Paul L. Caron

Thursday, February 13, 2020

Survey Of Law School Faculty: Evaluation Of The Law Library

Primary Research Group, Survey of Law School Faculty: Evaluation of the Law Library (2020):

This 113-page study presents data from a survey of 107 law faculty and administration from more than 60 law schools in the United States and Canada about how they feel about their law school libraries.  The report updates our earlier report on the same subject, published in 2016.

Table 3

The study presents detailed data on overall satisfaction with the law library and with many distinct facets and features of the library and library staff.  Unique data sets are available on satisfaction with interlibrary loan, group study rooms, database range and availability, information technology, information literacy training, eBook collections, journal collections, and much more.  In addition, the report presents answers to open ended questions about what faculty would like to see more – or less of – in their libraries.

The report also gives distinct data on the percentage of faculty who approach law librarians by phone, email, text, social media, in-person and through other means.

The study also looks closely at information using habits of law faculty, pinpointing the frequency of use of West, LexisNexis, Google Scholar, HeinOnline and Bloomberg Law and furnishing highly useful benchmarks for law librarians to use with their own statistics and internal surveys.

The report gives highly specific micro-data on use of particular resources but also gives macro data on the percentage of faculty who feel that their libraries are fun productivity and the percentage that would support an increase in the library budget – and to support which projects or resources.

Data in the report is broken out by size of law school, law school ranking, for public and private law schools, and by work title and gender of the respondent.

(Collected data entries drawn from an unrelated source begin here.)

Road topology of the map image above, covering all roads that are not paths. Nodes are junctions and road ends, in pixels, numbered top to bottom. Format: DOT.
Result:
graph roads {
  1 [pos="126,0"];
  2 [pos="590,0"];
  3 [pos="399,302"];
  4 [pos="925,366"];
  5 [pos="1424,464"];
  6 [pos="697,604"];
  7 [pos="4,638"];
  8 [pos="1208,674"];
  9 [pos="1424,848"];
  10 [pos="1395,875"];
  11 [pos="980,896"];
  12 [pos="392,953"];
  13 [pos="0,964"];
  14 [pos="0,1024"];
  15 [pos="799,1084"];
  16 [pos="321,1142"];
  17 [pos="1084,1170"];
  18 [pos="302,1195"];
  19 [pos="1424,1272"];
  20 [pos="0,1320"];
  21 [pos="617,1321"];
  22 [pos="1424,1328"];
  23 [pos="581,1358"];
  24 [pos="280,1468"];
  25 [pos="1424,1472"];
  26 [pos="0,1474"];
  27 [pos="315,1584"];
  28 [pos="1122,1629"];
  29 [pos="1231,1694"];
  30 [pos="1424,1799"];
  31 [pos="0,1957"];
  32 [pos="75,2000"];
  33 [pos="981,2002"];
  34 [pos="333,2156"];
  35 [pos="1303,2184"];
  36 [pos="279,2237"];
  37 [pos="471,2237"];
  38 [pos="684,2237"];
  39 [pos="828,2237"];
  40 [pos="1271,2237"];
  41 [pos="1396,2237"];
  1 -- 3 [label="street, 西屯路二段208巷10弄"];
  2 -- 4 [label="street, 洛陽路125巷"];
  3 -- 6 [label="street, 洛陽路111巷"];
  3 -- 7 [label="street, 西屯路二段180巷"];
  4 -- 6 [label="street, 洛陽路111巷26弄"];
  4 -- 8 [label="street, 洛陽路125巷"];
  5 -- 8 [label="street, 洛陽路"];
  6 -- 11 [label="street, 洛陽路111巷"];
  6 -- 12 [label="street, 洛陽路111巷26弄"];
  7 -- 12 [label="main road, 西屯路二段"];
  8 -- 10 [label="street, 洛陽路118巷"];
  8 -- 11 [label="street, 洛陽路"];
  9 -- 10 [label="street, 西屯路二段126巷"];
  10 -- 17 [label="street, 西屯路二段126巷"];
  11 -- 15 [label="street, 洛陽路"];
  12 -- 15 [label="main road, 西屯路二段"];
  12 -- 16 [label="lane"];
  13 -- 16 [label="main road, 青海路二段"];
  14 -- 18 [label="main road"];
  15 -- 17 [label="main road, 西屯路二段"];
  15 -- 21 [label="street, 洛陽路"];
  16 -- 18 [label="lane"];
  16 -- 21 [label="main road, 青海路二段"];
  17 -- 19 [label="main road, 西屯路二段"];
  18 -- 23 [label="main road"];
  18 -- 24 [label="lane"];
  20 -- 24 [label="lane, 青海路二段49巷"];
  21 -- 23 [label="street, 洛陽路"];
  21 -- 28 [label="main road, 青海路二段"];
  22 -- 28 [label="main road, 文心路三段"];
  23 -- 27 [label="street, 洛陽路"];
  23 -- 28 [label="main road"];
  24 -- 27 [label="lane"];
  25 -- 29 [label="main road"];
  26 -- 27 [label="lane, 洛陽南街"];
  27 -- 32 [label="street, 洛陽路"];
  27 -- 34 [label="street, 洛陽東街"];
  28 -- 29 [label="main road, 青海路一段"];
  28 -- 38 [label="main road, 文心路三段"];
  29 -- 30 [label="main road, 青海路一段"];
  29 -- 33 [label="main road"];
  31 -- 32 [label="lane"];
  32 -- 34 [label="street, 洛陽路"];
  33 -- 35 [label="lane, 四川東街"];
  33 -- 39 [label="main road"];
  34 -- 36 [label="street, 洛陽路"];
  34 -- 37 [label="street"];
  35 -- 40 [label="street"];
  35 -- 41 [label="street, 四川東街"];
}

Just a few of the report’s many findings are that:

  • Faculty in top ranked law schools were far less likely than those in lower ranked schools to think of themselves as highly proficient in legal information searching.
  • More than 91% of professors in the sample have asked a law librarian for assistance in the past year.
  • Only 6.54% of the sample had contacted a law librarian by text message in the past year.
  • Faculty was more likely than management and older faculty more likely than younger faculty to view the law library as productive and efficient.
  • Nearly 80% of survey respondents felt that the speed of response from librarians to faculty requests was excellent.
  • 5.61% of those surveyed use Bloomberg Law virtually every day.